Boone la oye, pero en realidad no está prestando atención. Ya no le preocupa tanto ser persona de interés en el asesinato de Schering, puesto que Dan Nichols no ha tenido inconveniente en bajarlo de esa plataforma. Observa las miguitas pegadas a la comisura de la boca de Petra, que, sumadas a su cabello alborotado, le dan un aire de imperfección de lo más atractivo. Además, el albornoz se le ha resbalado un poquito del hombro izquierdo, dejando al descubierto un tirante fino como un espagueti de algo azul y sedoso y…
¿Cómo besas a alguien cuando tienes la boca llena de galletas? Mientras duda sobre si la cuestión es cómo hacerlo o si debería hacerlo, bebe un sorbo de agua y, como si tal cosa, trata de enjuagarse la boca para eliminar cualquier resto de galleta.
Petra sigue hablando de… algo…, hasta que Boone se le acerca, le quita una miga de los labios con el dedo y la besa. Si ella se sorprende, parece que la sorpresa le agrada, porque hace con los labios eso que parece el aleteo de unas alas de mariposa, le pone las manos en la nuca y lo aproxima un poco más.
Tiene unos labios increíbles, piensa Boone, tan suaves y carnosos, y el beso se prolonga un buen rato, hasta que él lo interrumpe para besarle el cuello, que tiene una piel tan blanca y delicada que casi parece frágil, y a él le agrada cuando ella gira un poco la cabeza para ofrecerle más el cuello.
Su perfume es fabuloso. Sunny nunca se ponía perfume —lo suyo era el olor natural del sol, la sal y el aire y eso le iba muy bien, porque la sal y el sol son afrodisíacos para él—, pero Petra es, sin duda —se lo demuestran la bata y el perfume—, de lo más femenina y él se da cuenta de que aquello le gusta, de que le gusta muchísimo, mientras baja por el cuello y vuelve a subir y aparta con suavidad un mechón de pelo negro y le besa la oreja.
—Si haces eso —dice ella—, no podré impedírtelo.
—Es que no quiero que me lo impidas —dice él.
—Qué bien. Yo tampoco quiero.
De modo que sigue besándole la oreja y ella empieza a besarle el cuello y Boone siente que se va hundiendo alegremente en su perfume y ella no se opone cuando él baja la mano y deshace el nudo del albornoz grueso, lo abre y siente la suavidad del raso y su estómago plano y empieza a bajar por el pecho, besándola. Entonces la oye decir:
—Un polvo en la encimera de la cocina.
—¿Eh?
—No quiero que nuestra primera vez sea un polvo en la encimera de la cocina —dice ella, mientras lo besa a lo largo de la clavícula—. Vayamos al dormitorio, por favor.

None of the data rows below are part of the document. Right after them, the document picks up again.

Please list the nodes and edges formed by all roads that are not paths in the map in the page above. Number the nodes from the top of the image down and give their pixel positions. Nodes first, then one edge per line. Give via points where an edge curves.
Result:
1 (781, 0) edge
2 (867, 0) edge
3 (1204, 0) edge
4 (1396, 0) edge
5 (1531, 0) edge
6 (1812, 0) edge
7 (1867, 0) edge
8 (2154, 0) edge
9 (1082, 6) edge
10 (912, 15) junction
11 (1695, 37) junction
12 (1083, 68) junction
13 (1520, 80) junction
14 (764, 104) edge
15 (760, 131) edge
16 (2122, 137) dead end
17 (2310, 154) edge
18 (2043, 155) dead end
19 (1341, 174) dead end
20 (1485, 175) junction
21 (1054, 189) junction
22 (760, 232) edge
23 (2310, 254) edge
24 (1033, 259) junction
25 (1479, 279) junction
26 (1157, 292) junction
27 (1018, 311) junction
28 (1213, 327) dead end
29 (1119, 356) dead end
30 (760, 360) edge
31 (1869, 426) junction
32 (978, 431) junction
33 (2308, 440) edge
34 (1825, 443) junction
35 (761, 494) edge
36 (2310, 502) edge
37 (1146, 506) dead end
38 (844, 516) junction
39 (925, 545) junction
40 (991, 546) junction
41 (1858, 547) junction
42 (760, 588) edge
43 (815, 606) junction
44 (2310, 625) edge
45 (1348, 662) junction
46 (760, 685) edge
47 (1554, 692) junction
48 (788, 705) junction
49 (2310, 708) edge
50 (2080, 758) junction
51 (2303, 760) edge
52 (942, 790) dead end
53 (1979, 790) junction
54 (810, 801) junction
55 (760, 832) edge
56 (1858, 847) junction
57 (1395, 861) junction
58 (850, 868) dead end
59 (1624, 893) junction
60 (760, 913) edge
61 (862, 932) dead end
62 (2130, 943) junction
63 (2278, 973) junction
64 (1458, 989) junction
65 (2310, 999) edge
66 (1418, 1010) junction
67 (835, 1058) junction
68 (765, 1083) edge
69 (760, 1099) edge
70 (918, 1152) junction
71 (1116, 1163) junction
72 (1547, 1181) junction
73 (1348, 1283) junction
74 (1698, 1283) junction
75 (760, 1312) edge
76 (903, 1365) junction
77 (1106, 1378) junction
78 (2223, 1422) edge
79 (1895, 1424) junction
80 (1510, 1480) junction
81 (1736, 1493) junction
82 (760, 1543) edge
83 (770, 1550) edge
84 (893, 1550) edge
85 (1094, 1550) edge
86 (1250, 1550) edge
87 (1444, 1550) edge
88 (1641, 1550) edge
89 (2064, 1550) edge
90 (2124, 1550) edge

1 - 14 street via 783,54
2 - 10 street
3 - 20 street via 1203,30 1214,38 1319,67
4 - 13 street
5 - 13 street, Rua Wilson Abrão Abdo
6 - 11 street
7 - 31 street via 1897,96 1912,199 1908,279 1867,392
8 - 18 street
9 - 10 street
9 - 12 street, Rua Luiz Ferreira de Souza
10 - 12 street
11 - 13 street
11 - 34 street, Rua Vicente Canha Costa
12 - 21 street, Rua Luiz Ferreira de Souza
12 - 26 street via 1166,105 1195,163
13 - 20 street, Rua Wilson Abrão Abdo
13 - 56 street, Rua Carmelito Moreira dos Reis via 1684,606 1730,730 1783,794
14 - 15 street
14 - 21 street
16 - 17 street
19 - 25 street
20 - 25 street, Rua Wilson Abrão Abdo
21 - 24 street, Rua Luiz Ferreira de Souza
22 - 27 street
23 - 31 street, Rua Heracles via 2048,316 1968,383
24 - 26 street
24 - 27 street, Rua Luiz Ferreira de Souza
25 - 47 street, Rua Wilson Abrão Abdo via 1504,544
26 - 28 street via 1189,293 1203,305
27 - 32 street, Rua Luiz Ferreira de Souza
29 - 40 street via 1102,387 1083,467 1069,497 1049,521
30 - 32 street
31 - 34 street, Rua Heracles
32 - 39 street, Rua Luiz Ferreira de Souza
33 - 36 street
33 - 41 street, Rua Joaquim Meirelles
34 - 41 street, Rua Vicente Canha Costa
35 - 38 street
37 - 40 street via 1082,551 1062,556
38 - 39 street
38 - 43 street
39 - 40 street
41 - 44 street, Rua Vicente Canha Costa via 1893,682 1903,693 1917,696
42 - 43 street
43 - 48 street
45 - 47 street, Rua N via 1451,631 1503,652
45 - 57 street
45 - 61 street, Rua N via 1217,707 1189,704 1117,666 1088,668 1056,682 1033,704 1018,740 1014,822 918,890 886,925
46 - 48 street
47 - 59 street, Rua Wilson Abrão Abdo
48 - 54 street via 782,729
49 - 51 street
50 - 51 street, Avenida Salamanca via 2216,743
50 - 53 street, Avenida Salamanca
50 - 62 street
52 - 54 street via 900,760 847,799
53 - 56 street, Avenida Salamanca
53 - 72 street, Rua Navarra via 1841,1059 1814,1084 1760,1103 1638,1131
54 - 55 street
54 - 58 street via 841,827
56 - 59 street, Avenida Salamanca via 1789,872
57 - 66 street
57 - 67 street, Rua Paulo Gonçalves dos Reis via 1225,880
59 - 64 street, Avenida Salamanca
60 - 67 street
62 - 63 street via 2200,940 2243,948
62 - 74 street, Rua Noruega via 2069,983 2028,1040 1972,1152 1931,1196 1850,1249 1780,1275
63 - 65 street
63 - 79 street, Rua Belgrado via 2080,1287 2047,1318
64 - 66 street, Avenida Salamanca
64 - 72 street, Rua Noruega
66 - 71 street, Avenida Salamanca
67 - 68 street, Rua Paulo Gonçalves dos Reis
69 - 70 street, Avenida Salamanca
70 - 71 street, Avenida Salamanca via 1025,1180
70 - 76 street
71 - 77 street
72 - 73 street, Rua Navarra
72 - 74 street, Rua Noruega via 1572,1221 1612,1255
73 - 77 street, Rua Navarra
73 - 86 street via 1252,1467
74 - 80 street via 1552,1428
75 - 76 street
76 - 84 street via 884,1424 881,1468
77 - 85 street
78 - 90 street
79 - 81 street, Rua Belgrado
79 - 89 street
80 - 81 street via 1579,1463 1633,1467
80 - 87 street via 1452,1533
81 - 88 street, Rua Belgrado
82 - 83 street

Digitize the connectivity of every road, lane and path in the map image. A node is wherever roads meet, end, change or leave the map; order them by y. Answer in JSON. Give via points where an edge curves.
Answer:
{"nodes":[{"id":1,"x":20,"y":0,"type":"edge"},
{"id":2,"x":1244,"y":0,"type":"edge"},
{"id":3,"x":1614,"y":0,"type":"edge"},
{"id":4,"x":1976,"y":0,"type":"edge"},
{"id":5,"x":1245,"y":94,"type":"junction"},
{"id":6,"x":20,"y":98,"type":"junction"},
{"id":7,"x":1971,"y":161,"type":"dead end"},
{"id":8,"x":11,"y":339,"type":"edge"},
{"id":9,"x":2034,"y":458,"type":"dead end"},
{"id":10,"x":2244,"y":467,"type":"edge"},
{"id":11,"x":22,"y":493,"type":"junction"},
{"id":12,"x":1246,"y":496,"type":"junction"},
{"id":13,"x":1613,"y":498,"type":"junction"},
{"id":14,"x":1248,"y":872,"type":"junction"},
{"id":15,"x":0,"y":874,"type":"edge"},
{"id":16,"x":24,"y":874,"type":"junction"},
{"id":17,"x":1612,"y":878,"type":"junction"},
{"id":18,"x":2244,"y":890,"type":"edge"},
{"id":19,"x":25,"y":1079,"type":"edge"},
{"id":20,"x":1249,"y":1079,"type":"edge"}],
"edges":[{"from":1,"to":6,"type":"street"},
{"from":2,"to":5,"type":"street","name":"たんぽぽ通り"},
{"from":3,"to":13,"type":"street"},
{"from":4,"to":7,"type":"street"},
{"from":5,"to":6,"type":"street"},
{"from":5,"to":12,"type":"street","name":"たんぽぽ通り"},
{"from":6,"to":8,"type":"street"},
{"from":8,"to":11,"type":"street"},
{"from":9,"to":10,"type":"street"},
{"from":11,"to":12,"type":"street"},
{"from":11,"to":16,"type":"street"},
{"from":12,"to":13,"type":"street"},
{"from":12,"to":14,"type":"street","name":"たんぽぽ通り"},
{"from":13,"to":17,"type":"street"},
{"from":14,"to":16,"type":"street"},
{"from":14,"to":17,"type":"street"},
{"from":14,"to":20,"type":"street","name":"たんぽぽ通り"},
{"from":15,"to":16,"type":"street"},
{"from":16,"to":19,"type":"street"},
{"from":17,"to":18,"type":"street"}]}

«¡Sí! —piensa Boone—. Vayamos al dormitorio, por favor, claro que sí. Desde luego que podemos ir al dormitorio, por favor.»
La coge en brazos y la levanta de la encimera. Si hubiese tratado de alzar a Sunny de cualquier otra forma que echándosela al hombro, con el método del bombero, habría acabado en Urgencias, pero Petra es menuda, ligera como una pluma, de modo que la aleja de la encimera y va hacia el salón.
—¿Me vas a llevar en brazos hasta el dormitorio? —pregunta ella, muerta de risa.
—Pues… sí.
—Resulta una pizca neandertal, ¿no te parece?
Él abre la puerta del dormitorio empujándola con el pie.
—No lo apruebas.
—Sí que lo apruebo.
La deposita encima de la cama y se echa encima de ella. La bata se le levanta por encima de los muslos y la siente contra él. Ella también lo siente.
—Mmmm, qué agradable —murmura y baja la mano y le busca a tientas el cinturón.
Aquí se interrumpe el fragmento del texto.